**Source records:**
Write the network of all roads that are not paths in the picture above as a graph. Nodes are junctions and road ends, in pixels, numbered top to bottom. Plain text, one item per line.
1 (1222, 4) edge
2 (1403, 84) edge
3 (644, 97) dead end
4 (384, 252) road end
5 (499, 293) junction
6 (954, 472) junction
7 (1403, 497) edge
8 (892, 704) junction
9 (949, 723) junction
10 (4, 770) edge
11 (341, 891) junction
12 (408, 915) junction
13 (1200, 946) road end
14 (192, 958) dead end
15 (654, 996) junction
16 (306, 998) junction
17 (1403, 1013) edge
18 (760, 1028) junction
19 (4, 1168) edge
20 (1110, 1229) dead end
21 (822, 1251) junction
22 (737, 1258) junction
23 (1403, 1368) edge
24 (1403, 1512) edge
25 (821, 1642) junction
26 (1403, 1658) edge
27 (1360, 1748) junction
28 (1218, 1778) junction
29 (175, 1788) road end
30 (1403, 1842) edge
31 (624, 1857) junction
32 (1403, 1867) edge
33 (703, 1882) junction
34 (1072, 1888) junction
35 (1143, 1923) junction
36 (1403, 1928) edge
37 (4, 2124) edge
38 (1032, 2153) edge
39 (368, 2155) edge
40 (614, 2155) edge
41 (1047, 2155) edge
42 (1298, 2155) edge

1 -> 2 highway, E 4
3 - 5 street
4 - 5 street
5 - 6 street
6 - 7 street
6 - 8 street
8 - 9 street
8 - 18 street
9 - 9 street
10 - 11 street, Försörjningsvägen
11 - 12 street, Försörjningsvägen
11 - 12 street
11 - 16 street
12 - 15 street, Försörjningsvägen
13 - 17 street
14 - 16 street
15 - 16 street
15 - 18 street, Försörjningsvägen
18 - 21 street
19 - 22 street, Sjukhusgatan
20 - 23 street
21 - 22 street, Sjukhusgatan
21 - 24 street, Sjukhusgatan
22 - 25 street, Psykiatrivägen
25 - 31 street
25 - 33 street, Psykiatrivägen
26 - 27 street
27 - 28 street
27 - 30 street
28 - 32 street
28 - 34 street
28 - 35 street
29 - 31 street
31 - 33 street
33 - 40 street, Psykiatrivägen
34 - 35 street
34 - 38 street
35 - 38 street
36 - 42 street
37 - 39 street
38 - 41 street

**What to produce:** A complete answer lists every line of the listing above that holds the word "Sjukhusgatan".

**Response to the exercise:**
19 - 22 street, Sjukhusgatan
21 - 22 street, Sjukhusgatan
21 - 24 street, Sjukhusgatan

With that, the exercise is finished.